JMG continues to believe emerging markets equities should be included in broadly diversified portfolios.
- Emerging market countries offer growth through consumer demand and favorable demographics. Approximately 90% of the world’s population under age 30 lives in emerging market countries. In addition, more than half of global economic growth is driven by emerging markets.
- There are over twenty-five emerging markets countries. China is just an important subset of the broader emerging markets asset class.
- Emerging markets often have lower valuations (price/earnings ratios) than the U.S. or other developed countries. Growth sectors in emerging markets may provide for higher returns than the equivalent U.S. sectors.
- China will likely balance its regulatory restrictions with more moderate monetary and fiscal policies if economic growth is slowing.

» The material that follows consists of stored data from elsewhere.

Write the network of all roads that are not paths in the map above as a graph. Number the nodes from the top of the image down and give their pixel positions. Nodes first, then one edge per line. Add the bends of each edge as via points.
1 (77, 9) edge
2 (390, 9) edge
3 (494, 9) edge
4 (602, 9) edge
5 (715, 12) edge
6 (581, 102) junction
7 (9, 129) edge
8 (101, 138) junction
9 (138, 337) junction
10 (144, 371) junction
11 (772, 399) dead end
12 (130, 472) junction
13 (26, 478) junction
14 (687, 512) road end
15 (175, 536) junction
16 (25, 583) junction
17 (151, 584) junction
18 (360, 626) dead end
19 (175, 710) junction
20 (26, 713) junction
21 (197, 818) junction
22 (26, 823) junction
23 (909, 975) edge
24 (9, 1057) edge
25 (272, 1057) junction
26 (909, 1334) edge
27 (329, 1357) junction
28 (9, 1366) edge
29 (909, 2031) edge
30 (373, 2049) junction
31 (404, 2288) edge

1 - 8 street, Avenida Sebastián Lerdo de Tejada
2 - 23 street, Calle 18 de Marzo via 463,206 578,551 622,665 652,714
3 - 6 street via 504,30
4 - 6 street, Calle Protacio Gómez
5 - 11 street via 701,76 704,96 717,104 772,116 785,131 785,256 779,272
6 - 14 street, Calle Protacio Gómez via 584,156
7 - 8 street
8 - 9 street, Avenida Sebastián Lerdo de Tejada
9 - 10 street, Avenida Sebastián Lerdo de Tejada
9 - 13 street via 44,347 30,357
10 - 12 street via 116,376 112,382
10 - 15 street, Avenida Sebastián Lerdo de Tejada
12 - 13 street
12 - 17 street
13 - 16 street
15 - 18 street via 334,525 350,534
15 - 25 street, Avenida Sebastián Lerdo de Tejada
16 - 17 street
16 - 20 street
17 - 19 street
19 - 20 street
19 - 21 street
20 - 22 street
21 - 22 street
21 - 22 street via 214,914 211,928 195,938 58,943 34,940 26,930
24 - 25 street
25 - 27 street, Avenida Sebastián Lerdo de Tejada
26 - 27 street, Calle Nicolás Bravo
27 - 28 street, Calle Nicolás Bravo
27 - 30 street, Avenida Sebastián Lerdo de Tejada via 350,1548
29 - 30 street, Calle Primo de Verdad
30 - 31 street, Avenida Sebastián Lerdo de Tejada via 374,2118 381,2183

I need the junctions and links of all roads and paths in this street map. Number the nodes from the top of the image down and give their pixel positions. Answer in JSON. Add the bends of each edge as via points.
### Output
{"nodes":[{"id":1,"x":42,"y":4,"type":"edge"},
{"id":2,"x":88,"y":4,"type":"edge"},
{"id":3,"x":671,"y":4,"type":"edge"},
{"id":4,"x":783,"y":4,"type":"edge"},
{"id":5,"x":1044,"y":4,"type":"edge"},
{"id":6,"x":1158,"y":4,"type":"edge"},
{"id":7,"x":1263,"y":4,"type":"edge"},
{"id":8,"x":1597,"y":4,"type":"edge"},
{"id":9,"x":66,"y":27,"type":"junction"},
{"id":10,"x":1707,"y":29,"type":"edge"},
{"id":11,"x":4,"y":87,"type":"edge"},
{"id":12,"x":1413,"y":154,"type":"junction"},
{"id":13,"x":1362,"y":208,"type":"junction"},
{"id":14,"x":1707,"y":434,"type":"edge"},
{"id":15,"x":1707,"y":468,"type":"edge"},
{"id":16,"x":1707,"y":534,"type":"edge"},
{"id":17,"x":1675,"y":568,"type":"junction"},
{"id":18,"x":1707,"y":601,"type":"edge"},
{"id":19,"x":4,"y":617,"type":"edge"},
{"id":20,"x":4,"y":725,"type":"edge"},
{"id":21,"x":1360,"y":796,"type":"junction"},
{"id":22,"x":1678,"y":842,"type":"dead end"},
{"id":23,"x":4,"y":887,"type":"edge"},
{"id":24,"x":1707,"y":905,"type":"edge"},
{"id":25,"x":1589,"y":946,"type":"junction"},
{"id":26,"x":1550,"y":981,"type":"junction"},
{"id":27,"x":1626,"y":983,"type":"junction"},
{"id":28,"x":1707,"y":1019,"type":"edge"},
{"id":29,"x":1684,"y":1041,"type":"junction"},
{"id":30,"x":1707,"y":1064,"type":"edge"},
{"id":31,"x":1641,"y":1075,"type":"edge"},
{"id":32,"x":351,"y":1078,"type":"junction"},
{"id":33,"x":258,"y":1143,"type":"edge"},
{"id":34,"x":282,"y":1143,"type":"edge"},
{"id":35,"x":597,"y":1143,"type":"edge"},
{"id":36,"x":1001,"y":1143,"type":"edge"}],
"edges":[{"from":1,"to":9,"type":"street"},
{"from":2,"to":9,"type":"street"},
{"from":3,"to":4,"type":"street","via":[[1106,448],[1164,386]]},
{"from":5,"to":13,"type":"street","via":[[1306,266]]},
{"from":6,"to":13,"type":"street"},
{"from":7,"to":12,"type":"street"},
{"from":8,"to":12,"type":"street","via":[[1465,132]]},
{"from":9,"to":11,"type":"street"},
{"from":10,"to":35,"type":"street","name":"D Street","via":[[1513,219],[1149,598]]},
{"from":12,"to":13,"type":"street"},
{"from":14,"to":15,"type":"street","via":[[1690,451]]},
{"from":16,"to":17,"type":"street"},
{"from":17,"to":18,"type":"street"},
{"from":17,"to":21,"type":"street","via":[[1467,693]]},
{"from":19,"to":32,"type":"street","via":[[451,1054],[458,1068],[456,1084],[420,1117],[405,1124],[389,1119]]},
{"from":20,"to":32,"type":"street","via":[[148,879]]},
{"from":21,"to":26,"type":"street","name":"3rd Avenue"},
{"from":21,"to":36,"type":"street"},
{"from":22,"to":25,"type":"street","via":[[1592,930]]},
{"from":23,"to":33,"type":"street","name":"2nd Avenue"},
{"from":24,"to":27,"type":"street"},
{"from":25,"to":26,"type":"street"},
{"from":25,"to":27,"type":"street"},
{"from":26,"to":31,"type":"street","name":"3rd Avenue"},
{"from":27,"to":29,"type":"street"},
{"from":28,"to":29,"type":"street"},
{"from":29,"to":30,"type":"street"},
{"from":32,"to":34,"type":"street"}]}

- Emerging markets countries are still experiencing significant COVID effects and lockdowns, particularly in Southeast Asia. As vaccines are more widely distributed and countries reopen, supply chains with the U.S. will be reestablished to the benefit of all trading partners.
We continue to closely monitor our client portfolios. If you have any questions, you should consult with your JMG Advisor.
Please remember that past performance may not be indicative of future results. Different types of investments involve varying degrees of risk, and there can be no assurance that the future performance of any specific investment, investment strategy, or product made reference to directly or indirectly in this writing, will be profitable, equal any corresponding indicated historical performance level(s), or be suitable for your portfolio. Due to various factors, including changing market conditions, the content may no longer be reflective of current opinions or positions. Moreover, you should not assume that any discussion or information contained in this writing serves as the receipt of, or as a substitute for, personalized investment advice from JMG Financial Group, Ltd. To the extent that a reader has any questions regarding the applicability of any specific issue discussed above to his/her individual situation, he/she is encouraged to consult with the professional advisor of his/her choosing. JMG is neither a law firm nor a certified public accounting firm and no portion of the content provided in this writing should be construed as legal or accounting advice. A copy of JMG’s current written disclosure statement discussing advisory services and fees is available for review upon request.
To the extent provided in this writing, historical performance results for investment indices and/or categories have been provided for general comparison purposes only, and generally do not reflect the deduction of transaction and/or custodial charges, the deduction of an investment management fee, nor the impact of taxes, the incurrence of which would have the effect of decreasing historical performance results. It should not be assumed that your account holdings correspond directly to any comparative indices. Indices are not available for direct investment. Market Segment (index representation) as follows: U.S. Large Cap (S&P 500 Total Return); U.S. Mid-Cap (Russell Midcap Index Total Return); Foreign Developed (FTSE Developed Ex U.S. NR USD); Emerging Markets (FTSE Emerging NR USD); U.S. REITs (FTSE NAREIT Equity Total Return Index); Foreign REITs (FTSE EPRA/NAREIT Developed Real Estate Ex U.S. TR); U.S. Bonds (Bloomberg Barclays Capital U.S. Aggregate Index); U.S. TIPs (Bloomberg Barclays Capital U.S. Treasury: U.S. TIPs); Foreign Bonds (USD Hedged) (Bloomberg Barclays Capital Global Aggregate Ex U.S. TR Hedged); Municipal Bonds (Bloomberg Barclays Capital Municipal Bond Index); High Yield Bonds (Bloomberg Barclays Capital High Yield Index).